For voice-only recordings, mono is almost always preferred since it makes the sound powerful, clear, and upfront. But if you want to record two or more vocalists in a room with unique acoustics, the vocals should be stereo.

Similarly, podcast recording can be mono as well. However, in music recordings, a stereo is what makes a lot of music sound more three-dimensional, as if the music is playing around you rather than at you (i.e., mono sounds flatter).

4. Compression

If you're working with WAV files, the only way to reduce file size is by tinkering with one of the above settings (sample rate, bit depth, or number of channels). For everything else, compression is the biggest factor in audio file size. There are two kinds of compression:

  • Lossy compression removes "unnecessary" data from the audio, such as sounds that are beyond the hearing range of most people. Once compressed, this discarded data can't be recovered.
  • Lossless compression takes an audio file and packs it down as much as possible using mathematical algorithms. However, it must be decompressed at the time of playback, which requires more processing power. No actual data is lost.

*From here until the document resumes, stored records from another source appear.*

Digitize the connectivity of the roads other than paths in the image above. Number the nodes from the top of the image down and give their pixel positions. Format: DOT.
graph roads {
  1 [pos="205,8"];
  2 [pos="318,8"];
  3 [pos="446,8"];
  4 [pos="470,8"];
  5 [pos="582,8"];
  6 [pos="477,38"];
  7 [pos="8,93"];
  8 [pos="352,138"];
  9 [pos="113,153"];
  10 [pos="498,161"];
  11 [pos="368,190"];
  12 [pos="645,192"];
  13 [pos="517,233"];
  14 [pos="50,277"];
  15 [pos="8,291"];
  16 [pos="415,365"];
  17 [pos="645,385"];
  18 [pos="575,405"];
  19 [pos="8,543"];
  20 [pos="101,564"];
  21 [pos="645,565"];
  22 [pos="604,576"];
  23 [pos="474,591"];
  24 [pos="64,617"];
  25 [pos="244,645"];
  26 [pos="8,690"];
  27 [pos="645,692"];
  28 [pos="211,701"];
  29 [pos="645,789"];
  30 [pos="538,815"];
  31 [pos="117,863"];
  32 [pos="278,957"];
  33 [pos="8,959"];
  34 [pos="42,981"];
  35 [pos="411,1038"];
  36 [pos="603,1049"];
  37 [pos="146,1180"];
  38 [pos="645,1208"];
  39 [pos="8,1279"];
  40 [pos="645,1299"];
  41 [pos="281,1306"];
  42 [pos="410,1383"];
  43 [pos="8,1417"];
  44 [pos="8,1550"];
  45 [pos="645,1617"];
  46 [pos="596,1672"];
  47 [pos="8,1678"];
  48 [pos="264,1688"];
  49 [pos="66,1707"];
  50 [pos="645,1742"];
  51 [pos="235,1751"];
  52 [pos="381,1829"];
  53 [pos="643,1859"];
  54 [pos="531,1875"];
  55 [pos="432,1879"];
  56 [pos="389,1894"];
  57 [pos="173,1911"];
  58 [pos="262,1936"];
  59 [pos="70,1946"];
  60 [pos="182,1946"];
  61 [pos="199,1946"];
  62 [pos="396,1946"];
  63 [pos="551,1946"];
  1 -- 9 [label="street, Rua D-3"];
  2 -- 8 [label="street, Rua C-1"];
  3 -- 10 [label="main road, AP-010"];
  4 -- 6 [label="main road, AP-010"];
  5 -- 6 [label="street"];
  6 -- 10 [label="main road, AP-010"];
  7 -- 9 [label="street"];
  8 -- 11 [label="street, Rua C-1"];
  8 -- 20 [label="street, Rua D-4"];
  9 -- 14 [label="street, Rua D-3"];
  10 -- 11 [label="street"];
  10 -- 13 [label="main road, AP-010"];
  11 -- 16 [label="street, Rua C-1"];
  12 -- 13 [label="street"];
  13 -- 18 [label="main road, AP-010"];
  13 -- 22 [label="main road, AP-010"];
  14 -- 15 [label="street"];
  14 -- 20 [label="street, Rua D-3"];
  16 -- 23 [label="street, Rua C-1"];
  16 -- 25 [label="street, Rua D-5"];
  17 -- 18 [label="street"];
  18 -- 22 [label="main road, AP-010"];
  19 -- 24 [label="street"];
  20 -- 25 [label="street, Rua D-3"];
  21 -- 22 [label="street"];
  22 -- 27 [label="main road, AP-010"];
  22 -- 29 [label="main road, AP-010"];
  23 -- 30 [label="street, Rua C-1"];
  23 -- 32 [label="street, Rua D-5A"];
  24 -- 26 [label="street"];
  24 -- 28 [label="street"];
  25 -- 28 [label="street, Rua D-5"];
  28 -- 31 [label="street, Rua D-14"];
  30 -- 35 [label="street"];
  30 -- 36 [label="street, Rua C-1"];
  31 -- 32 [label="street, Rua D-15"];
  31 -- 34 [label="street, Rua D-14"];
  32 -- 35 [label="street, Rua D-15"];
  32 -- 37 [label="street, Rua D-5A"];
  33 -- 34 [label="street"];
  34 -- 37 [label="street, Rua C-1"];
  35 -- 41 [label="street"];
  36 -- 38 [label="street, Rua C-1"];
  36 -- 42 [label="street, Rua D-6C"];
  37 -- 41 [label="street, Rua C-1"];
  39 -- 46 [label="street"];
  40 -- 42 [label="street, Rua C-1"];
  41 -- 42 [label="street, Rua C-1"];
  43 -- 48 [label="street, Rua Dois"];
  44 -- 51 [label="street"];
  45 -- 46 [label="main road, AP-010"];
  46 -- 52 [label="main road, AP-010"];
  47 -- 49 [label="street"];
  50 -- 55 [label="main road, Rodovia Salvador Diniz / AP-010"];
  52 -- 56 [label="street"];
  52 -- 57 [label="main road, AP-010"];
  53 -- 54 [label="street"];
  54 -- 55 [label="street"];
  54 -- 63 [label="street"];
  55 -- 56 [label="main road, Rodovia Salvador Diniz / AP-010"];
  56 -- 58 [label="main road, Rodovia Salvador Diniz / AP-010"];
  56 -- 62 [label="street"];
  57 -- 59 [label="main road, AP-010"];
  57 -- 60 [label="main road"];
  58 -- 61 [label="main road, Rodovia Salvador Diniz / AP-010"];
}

The compression mode you want to use depends upon the intended use of the audio file. Generally, you should go with lossless compression when you want to store a nearly perfect copy of the source material and lossy compression when the imperfect copy is good enough for day-to-day usage.

For example, you might want to preserve your ripped CD collection in FLAC (if storage space isn't an issue) and use MP3 to store them on the phone. If you don't know much about compression, here's our complete guide on how file compression works and a list of tools to compress large audio files effectively.

5. File Format

Once you've decided to go with lossy compression, you have to decide which file format is best for you. As of this writing, the three most popular options are MP3, OGG, and AAC. To know more, read our guide on the comparison of various audio file formats.

MP3 is the most popular by far, mainly because it was the first of the three to arrive on the scene. AAC is technically better than MP3 but doesn't have the same usage rate. OGG is good too, but not many devices support it, so stick with MP3 or AAC.

Regardless of which one you use, you'll end up compressing to a target bitrate. If we assume you're going to use the MP3 format, then these are the five most common bitrates currently used:

  • 64 kbps is AM radio quality. Perfect for talk-only podcasts because voices aren't as complex as music.
  • 96 kbps is FM radio quality. Music will sound fine, but you'll be able to tell that it isn't full-bodied, mainly because certain hearable frequencies were removed.
  • 128 kbps is CD audio quality. This is as standard as it gets. Music sounds "good enough" for most folks at this bitrate.
  • 256 kbps is high audio quality. You may notice certain sounds and instruments that were not detectable at lower bitrates.
  • 320 kbps is the best audio quality. You can go higher, but you probably won't be able to tell the difference, even if you consider yourself to be an audiophile.

In terms of file size reduction, an MP3 compressed to 128 kbps loses approximately 90% of the original sound data, whereas an MP3 compressed to 320 kbps only loses about 60%.

Also, if you have an MP3 and an AAC both compressed to the same bitrate, the AAC will often sound better because it uses a more advanced compression algorithm. This means you can get more "quality per megabyte" with AAC than MP3.

Optimize Your Audio Files Sizes

Understanding these five factors will help you decide the best way to record and compress music and/or podcasts that you've created and help you decide what kind of music formats to purchase or which streaming services to use.